Vanillylmandelic acid
- Names: Preferred IUPAC name Hydroxy(4-hydroxy-3-methoxyphenyl)acetic acid

Identifiers
- CAS Number: 55-10-7;
- 3D model (JSmol): Interactive image; Interactive image;
- Beilstein Reference: 2213227
- ChEBI: CHEBI:20106;
- ChemSpider: 1207;
- ECHA InfoCard: 100.000.204
- EC Number: 201-701-6;
- IUPHAR/BPS: 6645;
- MeSH: Vanilmandelic+acid
- PubChem CID: 1245;
- UNII: 0DQI268449;
- CompTox Dashboard (EPA): DTXSID10861583 ;

Properties
- Chemical formula: C_{9}H_{10}O_{5}
- Molar mass: 198.173 g/mol
- Appearance: White powder
- Melting point: 133 °C (271 °F; 406 K)

Hazards
- Safety data sheet (SDS): MSDS at Sigma Aldrich

= Vanillylmandelic acid =

Vanillylmandelic acid (VMA) is a chemical intermediate in the synthesis of artificial vanilla flavorings and is an end-stage metabolite of the catecholamines (epinephrine, and norepinephrine). It is produced via intermediary metabolites.

==Chemical synthesis==
VMA synthesis is the first step of a two-step process practiced by Rhodia since the 1970s to synthesize artificial vanilla. Specifically the reaction entails the condensation of guaiacol and glyoxylic acid in an ice cold, aqueous solution with sodium hydroxide.

==Biological elimination==

Norepinephrine degradation. Vanillylmandelic acid is shown at top right. Enzymes are shown in boxes.

VMA is found in the urine, along with other catecholamine metabolites, including homovanillic acid (HVA), metanephrine, and normetanephrine. In timed urine tests the quantity excreted (usually per 24 hours) is assessed along with creatinine clearance, and the quantity of cortisols, catecholamines, and metanephrines excreted is also measured.

== Clinical significance ==
Urinary VMA is elevated in patients with tumors that secrete catecholamines.

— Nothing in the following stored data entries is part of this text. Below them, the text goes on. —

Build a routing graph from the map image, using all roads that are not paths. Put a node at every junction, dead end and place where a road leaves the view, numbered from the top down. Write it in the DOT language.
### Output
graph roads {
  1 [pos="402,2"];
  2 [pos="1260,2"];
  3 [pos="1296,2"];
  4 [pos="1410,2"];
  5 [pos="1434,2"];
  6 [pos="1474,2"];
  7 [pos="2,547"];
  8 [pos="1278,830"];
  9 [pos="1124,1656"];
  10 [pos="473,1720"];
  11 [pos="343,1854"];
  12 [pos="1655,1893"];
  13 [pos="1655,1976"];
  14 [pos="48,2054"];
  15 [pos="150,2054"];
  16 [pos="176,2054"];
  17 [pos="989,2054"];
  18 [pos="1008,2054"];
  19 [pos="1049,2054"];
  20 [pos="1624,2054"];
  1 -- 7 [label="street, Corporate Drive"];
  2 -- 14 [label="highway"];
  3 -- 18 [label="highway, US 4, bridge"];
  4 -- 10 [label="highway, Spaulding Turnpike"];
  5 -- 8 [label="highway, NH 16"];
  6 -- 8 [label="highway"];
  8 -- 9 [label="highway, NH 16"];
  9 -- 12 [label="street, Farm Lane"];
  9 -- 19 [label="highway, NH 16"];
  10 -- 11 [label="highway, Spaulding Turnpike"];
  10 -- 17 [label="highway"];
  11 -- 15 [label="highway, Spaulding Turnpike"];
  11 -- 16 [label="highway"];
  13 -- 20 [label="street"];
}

These urinalysis tests are used to diagnose an adrenal gland tumor called pheochromocytoma, a tumor of catecholamine-secreting chromaffin cells. These tests may also be used to diagnose neuroblastomas, and to monitor treatment of these conditions.

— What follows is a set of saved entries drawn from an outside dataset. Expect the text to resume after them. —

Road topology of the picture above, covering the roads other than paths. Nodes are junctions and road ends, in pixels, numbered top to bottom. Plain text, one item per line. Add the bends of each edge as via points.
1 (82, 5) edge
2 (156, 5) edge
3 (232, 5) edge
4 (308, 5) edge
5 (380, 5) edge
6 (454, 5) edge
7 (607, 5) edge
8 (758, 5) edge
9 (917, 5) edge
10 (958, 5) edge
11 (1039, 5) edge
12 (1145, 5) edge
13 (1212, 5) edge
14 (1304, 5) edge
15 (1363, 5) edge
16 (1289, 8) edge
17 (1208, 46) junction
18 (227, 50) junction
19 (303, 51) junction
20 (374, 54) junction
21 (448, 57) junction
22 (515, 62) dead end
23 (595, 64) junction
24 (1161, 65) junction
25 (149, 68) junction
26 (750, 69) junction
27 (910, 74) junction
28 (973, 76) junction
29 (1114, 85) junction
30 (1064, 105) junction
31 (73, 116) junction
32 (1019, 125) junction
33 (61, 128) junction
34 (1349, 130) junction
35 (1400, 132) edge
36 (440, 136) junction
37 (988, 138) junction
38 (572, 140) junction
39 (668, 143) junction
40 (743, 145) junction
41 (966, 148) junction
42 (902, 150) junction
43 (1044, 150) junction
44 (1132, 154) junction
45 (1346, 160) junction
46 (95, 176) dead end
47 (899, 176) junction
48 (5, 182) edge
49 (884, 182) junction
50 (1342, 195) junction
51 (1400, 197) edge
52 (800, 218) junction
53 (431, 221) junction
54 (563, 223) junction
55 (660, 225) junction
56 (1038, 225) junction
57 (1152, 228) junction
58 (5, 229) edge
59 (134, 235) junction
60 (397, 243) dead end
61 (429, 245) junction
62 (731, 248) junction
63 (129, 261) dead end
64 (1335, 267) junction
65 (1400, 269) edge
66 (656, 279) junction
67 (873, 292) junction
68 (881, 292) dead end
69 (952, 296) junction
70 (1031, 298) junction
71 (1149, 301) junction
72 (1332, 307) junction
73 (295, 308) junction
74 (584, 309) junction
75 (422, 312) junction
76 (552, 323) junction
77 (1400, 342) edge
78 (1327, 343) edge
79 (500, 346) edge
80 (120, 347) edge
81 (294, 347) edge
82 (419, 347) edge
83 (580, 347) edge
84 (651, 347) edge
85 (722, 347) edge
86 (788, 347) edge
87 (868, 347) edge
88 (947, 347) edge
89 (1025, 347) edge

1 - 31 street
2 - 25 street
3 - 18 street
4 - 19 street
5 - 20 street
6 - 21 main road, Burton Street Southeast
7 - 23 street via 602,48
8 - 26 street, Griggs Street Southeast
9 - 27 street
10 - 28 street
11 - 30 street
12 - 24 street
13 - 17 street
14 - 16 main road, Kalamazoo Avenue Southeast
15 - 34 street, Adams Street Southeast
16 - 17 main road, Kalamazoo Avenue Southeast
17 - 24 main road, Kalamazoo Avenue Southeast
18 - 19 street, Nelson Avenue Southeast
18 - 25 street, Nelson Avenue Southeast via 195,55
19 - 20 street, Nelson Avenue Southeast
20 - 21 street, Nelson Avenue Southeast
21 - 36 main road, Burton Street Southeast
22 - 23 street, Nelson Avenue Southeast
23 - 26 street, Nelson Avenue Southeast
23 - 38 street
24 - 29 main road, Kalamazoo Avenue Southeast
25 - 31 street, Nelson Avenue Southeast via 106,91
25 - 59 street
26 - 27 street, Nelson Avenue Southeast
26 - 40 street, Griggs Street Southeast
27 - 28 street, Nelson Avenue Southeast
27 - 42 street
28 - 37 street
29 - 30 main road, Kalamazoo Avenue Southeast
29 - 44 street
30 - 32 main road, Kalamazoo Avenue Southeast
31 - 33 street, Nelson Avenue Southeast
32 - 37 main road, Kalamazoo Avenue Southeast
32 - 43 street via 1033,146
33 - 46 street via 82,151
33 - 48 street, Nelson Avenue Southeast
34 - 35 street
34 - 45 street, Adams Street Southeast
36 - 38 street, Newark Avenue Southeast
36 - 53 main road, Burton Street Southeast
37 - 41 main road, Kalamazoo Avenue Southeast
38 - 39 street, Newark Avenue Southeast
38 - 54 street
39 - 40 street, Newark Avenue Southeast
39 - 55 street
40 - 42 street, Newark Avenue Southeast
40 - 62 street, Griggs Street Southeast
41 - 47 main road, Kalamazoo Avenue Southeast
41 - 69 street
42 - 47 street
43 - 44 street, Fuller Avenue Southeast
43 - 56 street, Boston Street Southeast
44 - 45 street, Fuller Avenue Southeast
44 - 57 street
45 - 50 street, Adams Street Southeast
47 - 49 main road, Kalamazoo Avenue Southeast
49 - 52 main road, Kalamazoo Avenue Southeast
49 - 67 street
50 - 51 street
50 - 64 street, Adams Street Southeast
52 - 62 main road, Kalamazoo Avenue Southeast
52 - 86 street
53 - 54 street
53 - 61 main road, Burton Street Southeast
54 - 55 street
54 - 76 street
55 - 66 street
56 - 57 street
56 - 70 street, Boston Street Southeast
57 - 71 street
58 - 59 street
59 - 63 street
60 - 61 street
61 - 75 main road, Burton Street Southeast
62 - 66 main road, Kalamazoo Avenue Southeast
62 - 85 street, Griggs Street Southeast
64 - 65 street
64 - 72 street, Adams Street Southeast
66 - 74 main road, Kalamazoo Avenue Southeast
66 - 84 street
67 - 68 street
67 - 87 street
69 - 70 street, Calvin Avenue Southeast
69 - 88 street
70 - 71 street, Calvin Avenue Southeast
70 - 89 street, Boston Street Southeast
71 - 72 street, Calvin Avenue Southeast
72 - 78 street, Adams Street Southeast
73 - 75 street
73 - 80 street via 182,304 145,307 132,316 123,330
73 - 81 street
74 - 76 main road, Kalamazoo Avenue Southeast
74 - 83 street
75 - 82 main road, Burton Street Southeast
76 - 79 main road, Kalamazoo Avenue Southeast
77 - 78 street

Norepinephrine is metabolised into normetanephrine and VMA. Norepinephrine is one of the hormones produced by the adrenal glands, which are found on top of the kidneys. These hormones are released into the blood during times of physical or emotional stress, which are factors that may skew the results of the test.